Celine Guillou, counsel at Hopkins & Carley, said CCPA requires that data collection notices are articulated in “plain and clear English,” but the wording of the latest guidance points to a potential situation in which users will be bombarded with consent-request notices. “People’s heads are going to be spinning, especially when companies are going to be collecting more information than just a name and an email,” Guillou said.
Guillou’s clients are asking questions about how best to categorize their service providers as they try to establish whether certain web pages need to have a “do not sell my information” button, she said.
What does CCPA mean for ad tech?
Ad tech will likely be hit hardest by the new law. People may be willing to give data to a brand or publisher they trust, but providing access to an unknown company within the vast ecosystem of ad tech is another matter. Turning off the data spigot may affect digital ad CPMs if there is less data available to make ads relevant.
There’s some concern about how the law will be interpreted, particularly as it pertains to the selling of data. Because of the “do not sell” option required by the law, it’s unclear whether selling data will be interpreted as only an exchange of money or whether the terminology could be broadly interpreted to consider other kinds of value exchanges a sale.
“The definition of what constitutes a sale will have a big impact on what that leads in the space for those consumers who choose to opt-out,” Sepulveda said. “We don’t really know how many consumers will choose to opt out—[recent data suggests opt-out rates could be as high as 87%]—or, at this point, what that will mean effectively for inventory or addressable inventory for advertisers and what it’ll mean for competition as well.”
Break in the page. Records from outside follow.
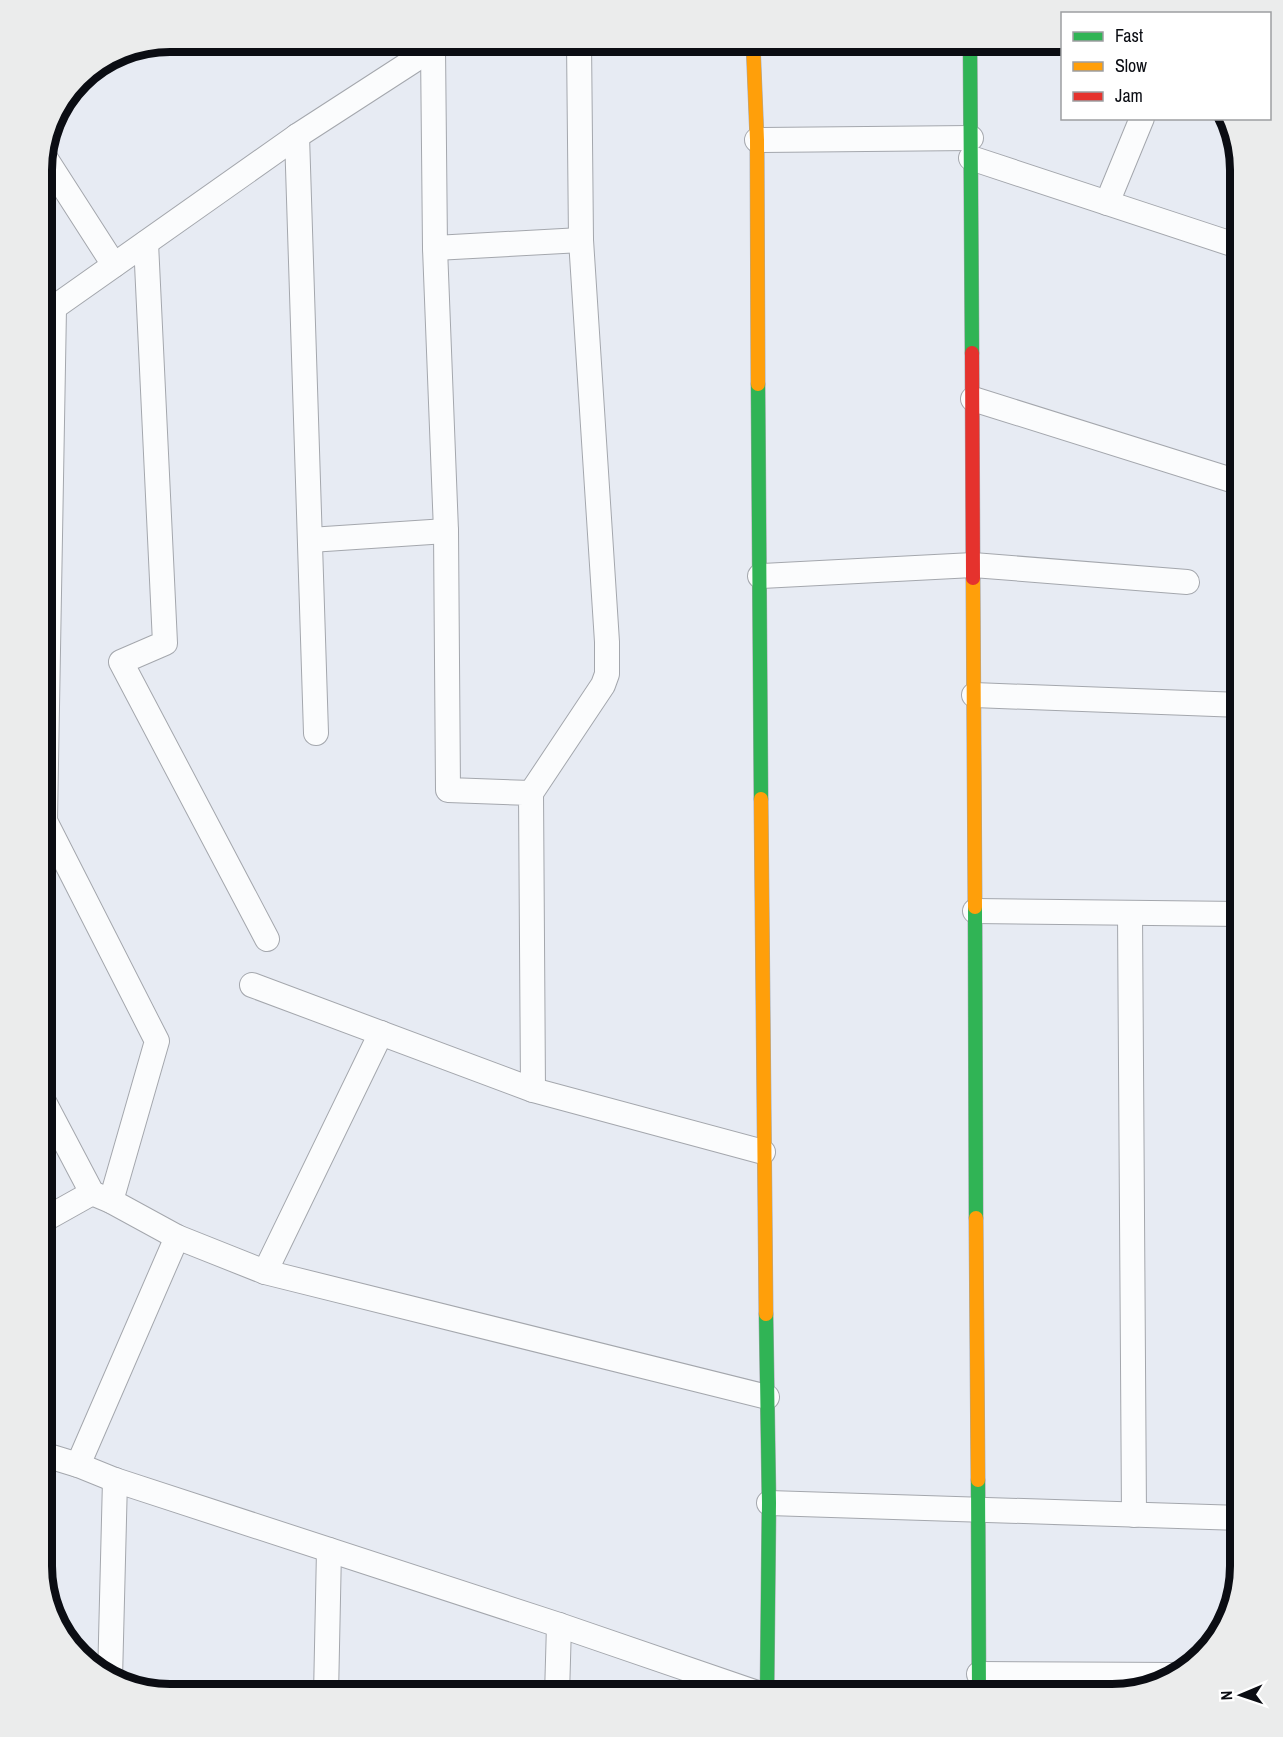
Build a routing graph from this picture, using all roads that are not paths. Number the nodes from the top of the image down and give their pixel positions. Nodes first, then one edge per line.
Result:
1 (422, 52) edge
2 (433, 52) edge
3 (579, 52) edge
4 (753, 53) edge
5 (970, 53) edge
6 (1141, 120) edge
7 (297, 136) junction
8 (757, 140) junction
9 (971, 148) junction
10 (53, 170) edge
11 (1107, 203) junction
12 (582, 240) junction
13 (146, 243) junction
14 (1230, 243) edge
15 (435, 248) junction
16 (114, 265) junction
17 (53, 309) edge
18 (973, 399) junction
19 (1230, 480) edge
20 (446, 531) junction
21 (310, 540) junction
22 (973, 565) junction
23 (760, 576) junction
24 (1187, 582) dead end
25 (974, 695) junction
26 (1230, 705) edge
27 (316, 733) dead end
28 (531, 793) junction
29 (53, 836) edge
30 (975, 911) junction
31 (1130, 913) junction
32 (1230, 914) edge
33 (267, 939) dead end
34 (252, 985) dead end
35 (381, 1033) junction
36 (533, 1090) junction
37 (52, 1115) edge
38 (763, 1152) junction
39 (101, 1197) junction
40 (52, 1217) edge
41 (177, 1237) junction
42 (265, 1272) junction
43 (767, 1397) junction
44 (52, 1457) edge
45 (78, 1465) junction
46 (115, 1480) junction
47 (769, 1503) junction
48 (979, 1510) junction
49 (1134, 1515) junction
50 (1230, 1518) edge
51 (329, 1550) junction
52 (559, 1625) junction
53 (110, 1668) edge
54 (1158, 1676) edge
55 (326, 1684) edge
56 (557, 1684) edge
57 (733, 1684) edge
58 (765, 1684) edge
59 (979, 1684) edge
60 (999, 1684) edge

1 - 7 street
2 - 15 street
3 - 12 street
4 - 8 street
5 - 9 street
6 - 11 street
7 - 13 street
7 - 21 street
8 - 9 street
8 - 23 street
9 - 11 street
9 - 18 street
10 - 16 street
11 - 14 street
12 - 15 street
12 - 28 street
13 - 16 street
13 - 33 street
15 - 20 street
16 - 17 street
18 - 19 street
18 - 22 street
20 - 21 street
20 - 28 street
21 - 27 street
22 - 23 street
22 - 24 street
22 - 25 street
23 - 38 street
25 - 26 street
25 - 30 street
28 - 36 street
29 - 39 street
30 - 31 street
30 - 48 street
31 - 32 street
31 - 49 street
34 - 35 street
35 - 36 street
35 - 42 street
36 - 38 street
37 - 39 street
38 - 43 street
39 - 40 street
39 - 41 street
41 - 42 street
41 - 45 street
42 - 43 street
43 - 47 street
44 - 45 street
45 - 46 street
46 - 51 street
46 - 53 street
47 - 48 street
47 - 58 street
48 - 49 street
48 - 59 street
49 - 50 street
51 - 52 street
51 - 55 street
52 - 56 street
52 - 57 street
54 - 60 street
Others think the definition is too narrow. Johnny Ryan, chief policy and industry relations officer for Brave, said the bill may not prevent companies from sharing data from consumers’ secret browsing history, which already happens with real-time bidding systems.
The regulations governing service providers—in this instance, ad- or mar-tech companies used by publishers—is also a cause for concern among some in the industry. The law allows service providers “to combine personal information received from one or more entities to the extent necessary to detect data security incidents or protect against fraudulent or illegal activity” but prohibits them from using “any personal information it received either from a person or entity it services or from the consumer’s direct interaction with the service provider for the purpose of providing services to another person or entity.”
But, that section does not contain any explicit reference to companies that operate in the advertising industry, Guillou said.
“It kind of leaves us hanging,” she said. “With ad tech in particular, one of the questions that has come up is whether or not the companies that collect cookies for real-time bidding [such as ad exchanges] will be able to define themselves as a service provider or not.”
What happens next?
Even as January draws closer, there are last-ditch efforts to amend the bill. Even if changes aren’t made to the actual legislation, the state’s justice department could still interpret various parts of the law in different ways that will only become clear once the law goes into effect.
Becerra is slated to hold hearings across the state in early December to gather feedback from consumers and businesses on how the legislation will affect them. Groups such as the Network Advertising Initiative and the Association of National Advertisers have provided the DOJ opinions on behalf of their members. In the meantime, industry groups are urging members to take the current version of the bill seriously.
“If you haven’t taken a real hard look to see if you’re covered or not, you’re almost already out of time,” said Dan Jaffe, group evp of government relations for the ANA. “You better do it now. Don’t be surprised when they come knocking on your door.”